There are some leadership habits that cause strategies to fail.

Deciding on where to play, how to win and how to configure the business to deliver longterm, sustainable success is no easy task. A study of Fortune 500 CEOs, found that only 14% indicated their business was effective in implementing their strategy.

Leaders need to make clear choices on who to involve, how to involve them and what information/insights will inform the choices that need to be made. The right strategy can deliver great value to stakeholders. The wrong strategy can mean the business no longer becomes a viable entity.

Leaders are entrusted to develop and implement winning strategy. However, it doesn’t always follow the intended script. Even the best laid-out plans can become unstuck by circumstances outside of our control.

However, there are many circumstances that are firmly within the control and influence of leaders, which have the potential to kill a strategy. So what are they?

  1. Captain’s call

    There are times when leaders must make clear strategic choices without much consultation with their leadership team, usually when a decision needs to be made quickly. This approach, however, can have some major ramifications when done poorly.

    Key players can quickly become disengaged if they deem a decision to be the wrong one and/or they feel they should have been more involved. A strategic decision without commitment is like an arrow without a bow – it lacks power to reach the desired target.

  2. Critical mass of leaders don’t get it

    Too many leaders are in the dark – they don’t know what choices are being made and even if they do know, they don’t fully understand the reasoning behind the choices.

    There is tremendous power in having a critical mass of leaders with strong buy-in to the strategy. To have a strong level of buy-in you need 3 things:

    • A good, shared understanding of the strategic context – it is important for everyone to be on the same page.
    • Intellectually convincing argument regarding the choices being made – connecting at a ’head level’.
    • Emotionally compelling goals that connect at a ’heart level’ – this is generally harder to achieve, but extremely powerful once obtained.
  3. Poor performance tracking and communication

    Individuals and teams work best when keeping score. However, many leaders and team members don’t know how they’re progressing and, therefore, the right conversations around performance are not being had.

    Similarly, communicating the strategic ambitions and goals to the broader business is vital to harness energy in the right direction.

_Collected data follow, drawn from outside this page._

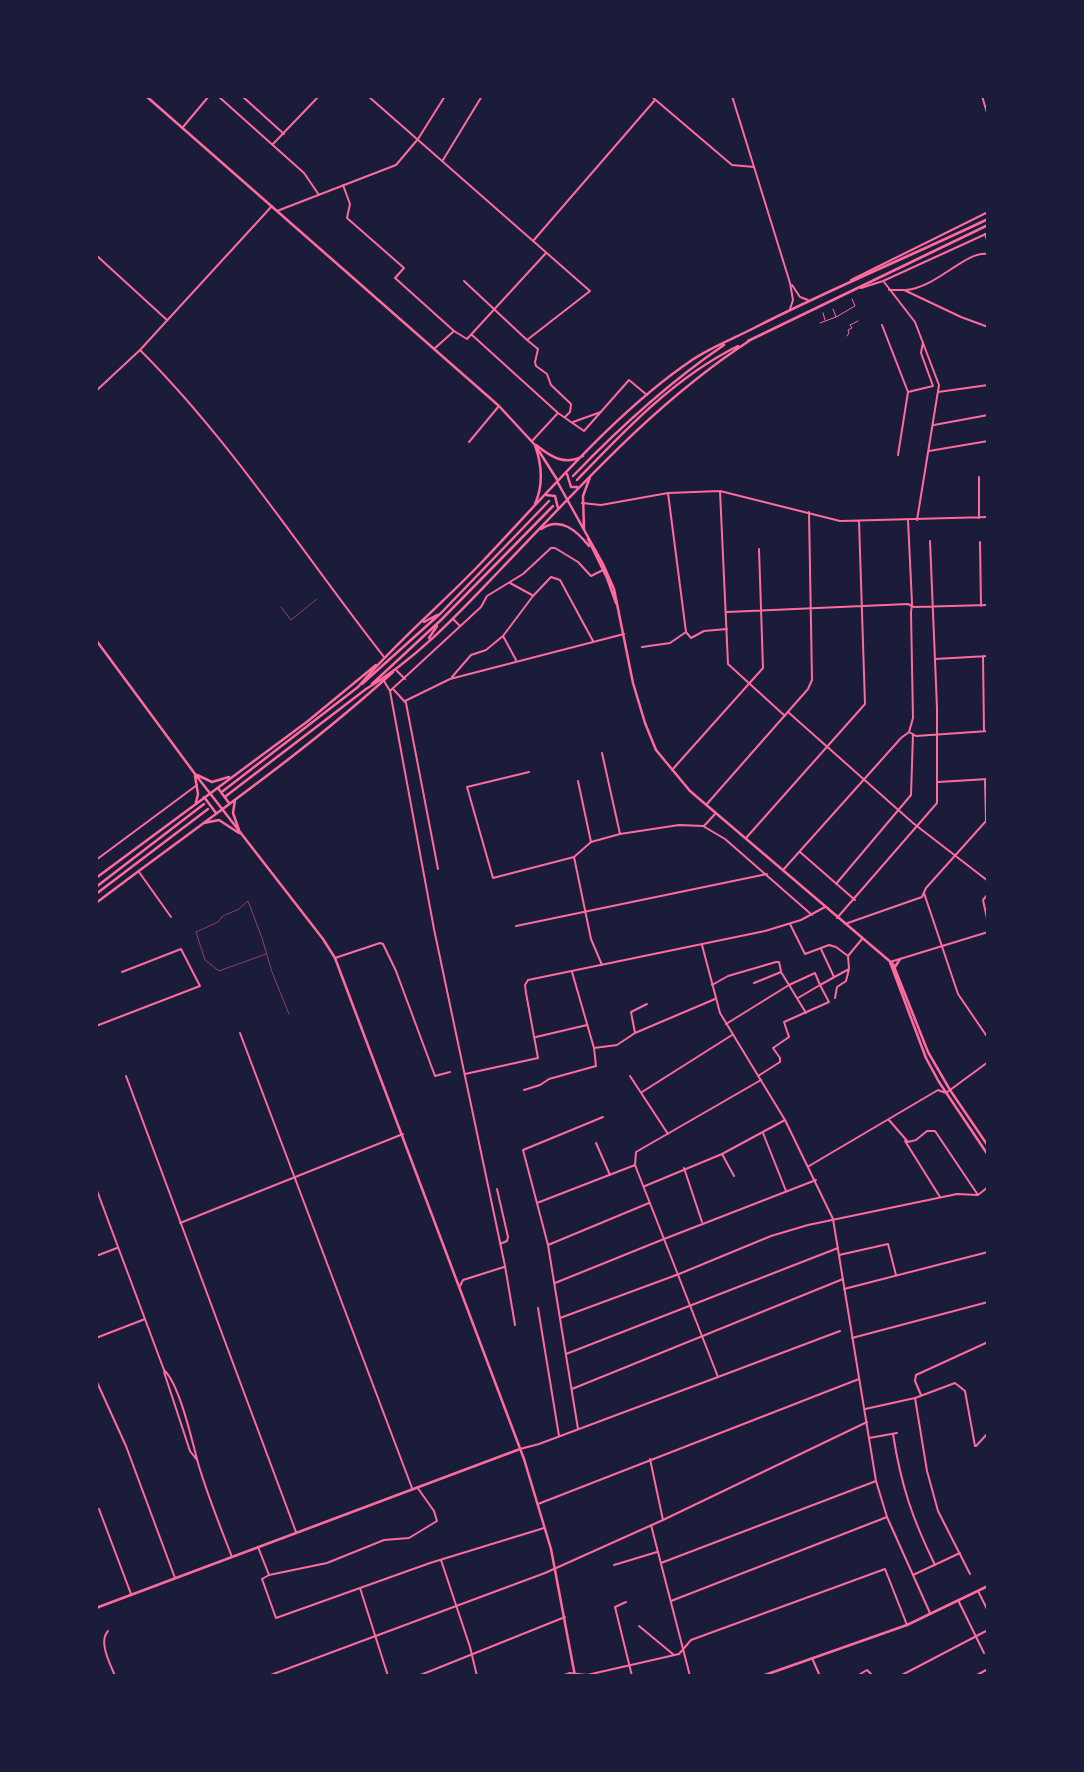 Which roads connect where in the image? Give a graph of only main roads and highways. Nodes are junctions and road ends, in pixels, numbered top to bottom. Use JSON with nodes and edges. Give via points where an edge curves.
{"nodes":[{"id":1,"x":146,"y":96,"type":"edge"},
{"id":2,"x":988,"y":219,"type":"edge"},
{"id":3,"x":988,"y":225,"type":"edge"},
{"id":4,"x":732,"y":340,"type":"junction"},
{"id":5,"x":749,"y":341,"type":"junction"},
{"id":6,"x":535,"y":445,"type":"junction"},
{"id":7,"x":586,"y":454,"type":"junction"},
{"id":8,"x":594,"y":471,"type":"junction"},
{"id":9,"x":568,"y":473,"type":"junction"},
{"id":10,"x":573,"y":476,"type":"dead end"},
{"id":11,"x":577,"y":480,"type":"dead end"},
{"id":12,"x":558,"y":482,"type":"junction"},
{"id":13,"x":579,"y":487,"type":"junction"},
{"id":14,"x":545,"y":496,"type":"junction"},
{"id":15,"x":567,"y":500,"type":"junction"},
{"id":16,"x":549,"y":501,"type":"dead end"},
{"id":17,"x":552,"y":506,"type":"dead end"},
{"id":18,"x":558,"y":509,"type":"junction"},
{"id":19,"x":532,"y":510,"type":"junction"},
{"id":20,"x":585,"y":532,"type":"junction"},
{"id":21,"x":536,"y":533,"type":"junction"},
{"id":22,"x":592,"y":550,"type":"junction"},
{"id":23,"x":440,"y":613,"type":"junction"},
{"id":24,"x":619,"y":613,"type":"junction"},
{"id":25,"x":441,"y":620,"type":"junction"},
{"id":26,"x":421,"y":624,"type":"junction"},
{"id":27,"x":96,"y":640,"type":"edge"},
{"id":28,"x":426,"y":643,"type":"junction"},
{"id":29,"x":377,"y":664,"type":"junction"},
{"id":30,"x":395,"y":671,"type":"junction"},
{"id":31,"x":358,"y":687,"type":"junction"},
{"id":32,"x":366,"y":689,"type":"junction"},
{"id":33,"x":195,"y":774,"type":"junction"},
{"id":34,"x":235,"y":774,"type":"junction"},
{"id":35,"x":218,"y":787,"type":"junction"},
{"id":36,"x":222,"y":791,"type":"dead end"},
{"id":37,"x":210,"y":793,"type":"junction"},
{"id":38,"x":226,"y":796,"type":"dead end"},
{"id":39,"x":204,"y":797,"type":"junction"},
{"id":40,"x":235,"y":799,"type":"junction"},
{"id":41,"x":196,"y":803,"type":"junction"},
{"id":42,"x":229,"y":803,"type":"junction"},
{"id":43,"x":204,"y":804,"type":"dead end"},
{"id":44,"x":208,"y":809,"type":"dead end"},
{"id":45,"x":222,"y":809,"type":"junction"},
{"id":46,"x":216,"y":813,"type":"junction"},
{"id":47,"x":200,"y":824,"type":"junction"},
{"id":48,"x":241,"y":834,"type":"junction"},
{"id":49,"x":96,"y":878,"type":"edge"},
{"id":50,"x":96,"y":887,"type":"edge"},
{"id":51,"x":96,"y":894,"type":"edge"},
{"id":52,"x":96,"y":902,"type":"edge"},
{"id":53,"x":900,"y":959,"type":"road end"},
{"id":54,"x":890,"y":962,"type":"junction"},
{"id":55,"x":895,"y":968,"type":"junction"},
{"id":56,"x":988,"y":1146,"type":"edge"},
{"id":57,"x":988,"y":1155,"type":"edge"},
{"id":58,"x":520,"y":1449,"type":"junction"},
{"id":59,"x":988,"y":1586,"type":"edge"},
{"id":60,"x":96,"y":1608,"type":"edge"},
{"id":61,"x":575,"y":1675,"type":"edge"},
{"id":62,"x":762,"y":1676,"type":"edge"}],
"edges":[{"from":1,"to":6,"type":"main road","via":[[499,406]]},
{"from":2,"to":4,"type":"main road","via":[[808,300]]},
{"from":3,"to":5,"type":"main road"},
{"from":4,"to":7,"type":"main road","via":[[693,360],[647,395]]},
{"from":4,"to":10,"type":"main road","via":[[656,396]]},
{"from":5,"to":8,"type":"main road","via":[[663,405]]},
{"from":5,"to":11,"type":"main road","via":[[699,369],[659,400]]},
{"from":6,"to":7,"type":"main road","via":[[560,460],[574,460]]},
{"from":6,"to":12,"type":"main road"},
{"from":6,"to":19,"type":"main road","via":[[541,464],[541,480]]},
{"from":7,"to":9,"type":"main road"},
{"from":8,"to":13,"type":"main road"},
{"from":8,"to":20,"type":"main road","via":[[585,486],[582,503]]},
{"from":9,"to":12,"type":"main road"},
{"from":9,"to":13,"type":"main road","via":[[571,487]]},
{"from":12,"to":14,"type":"main road"},
{"from":12,"to":15,"type":"main road"},
{"from":13,"to":15,"type":"main road"},
{"from":14,"to":18,"type":"main road","via":[[555,496]]},
{"from":14,"to":19,"type":"main road"},
{"from":15,"to":18,"type":"main road"},
{"from":15,"to":20,"type":"main road"},
{"from":16,"to":23,"type":"main road"},
{"from":17,"to":25,"type":"main road"},
{"from":18,"to":21,"type":"main road"},
{"from":19,"to":26,"type":"main road"},
{"from":20,"to":22,"type":"main road"},
{"from":20,"to":24,"type":"main road","via":[[610,576]]},
{"from":21,"to":22,"type":"main road","via":[[550,525],[562,524],[575,530]]},
{"from":21,"to":28,"type":"main road"},
{"from":22,"to":24,"type":"main road"},
{"from":23,"to":26,"type":"main road"},
{"from":23,"to":31,"type":"main road"},
{"from":24,"to":54,"type":"main road","via":[[632,680],[656,750],[706,805]]},
{"from":25,"to":28,"type":"main road"},
{"from":25,"to":32,"type":"main road"},
{"from":26,"to":29,"type":"main road"},
{"from":27,"to":33,"type":"main road"},
{"from":28,"to":30,"type":"main road"},
{"from":29,"to":31,"type":"main road"},
{"from":29,"to":34,"type":"main road"},
{"from":30,"to":32,"type":"main road"},
{"from":30,"to":40,"type":"main road"},
{"from":31,"to":36,"type":"main road"},
{"from":32,"to":38,"type":"main road"},
{"from":33,"to":34,"type":"main road","via":[[216,782]]},
{"from":33,"to":37,"type":"main road"},
{"from":33,"to":41,"type":"main road"},
{"from":34,"to":35,"type":"main road"},
{"from":35,"to":37,"type":"main road"},
{"from":35,"to":42,"type":"main road"},
{"from":37,"to":39,"type":"main road"},
{"from":37,"to":45,"type":"main road"},
{"from":39,"to":41,"type":"main road"},
{"from":39,"to":46,"type":"main road"},
{"from":40,"to":42,"type":"main road"},
{"from":40,"to":48,"type":"main road","via":[[233,813]]},
{"from":41,"to":49,"type":"main road"},
{"from":42,"to":45,"type":"main road"},
{"from":43,"to":50,"type":"main road"},
{"from":44,"to":51,"type":"main road"},
{"from":45,"to":46,"type":"main road"},
{"from":45,"to":48,"type":"main road"},
{"from":46,"to":47,"type":"main road"},
{"from":47,"to":48,"type":"main road","via":[[220,820]]},
{"from":47,"to":52,"type":"main road"},
{"from":48,"to":58,"type":"main road","via":[[323,939],[334,958]]},
{"from":53,"to":55,"type":"main road"},
{"from":54,"to":55,"type":"main road"},
{"from":54,"to":57,"type":"main road","via":[[921,1047],[946,1093]]},
{"from":55,"to":56,"type":"main road","via":[[924,1042],[950,1090]]},
{"from":58,"to":60,"type":"main road"},
{"from":58,"to":61,"type":"main road","via":[[555,1568]]},
{"from":59,"to":62,"type":"main road","via":[[907,1625]]}]}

  4. Trying to do too much

    Strategy is as much a choice about what not to do as it is about what to do. A finite set of resources (people and $$), time, energy and attention means that you just can’t do everything. One of the biggest strategy killers for leaders is dilution of focus. Less is more – it is much better to do a few things really well.

Setting and implementing the right strategy is critical for business success. The best businesses work hard year on year to get better at how they develop and implement strategy. It takes time and effort to get it right, but the benefits speak for themselves.

A 10-year study by Harvard Business School showed that businesses with clearly defined and well-articulated strategies on average outperformed competitors by 332% in sales, 304% in profits and 883% in total shareholder returns. No matter where your business is on the journey, improving leadership habits around strategy will give you a much better chance of success.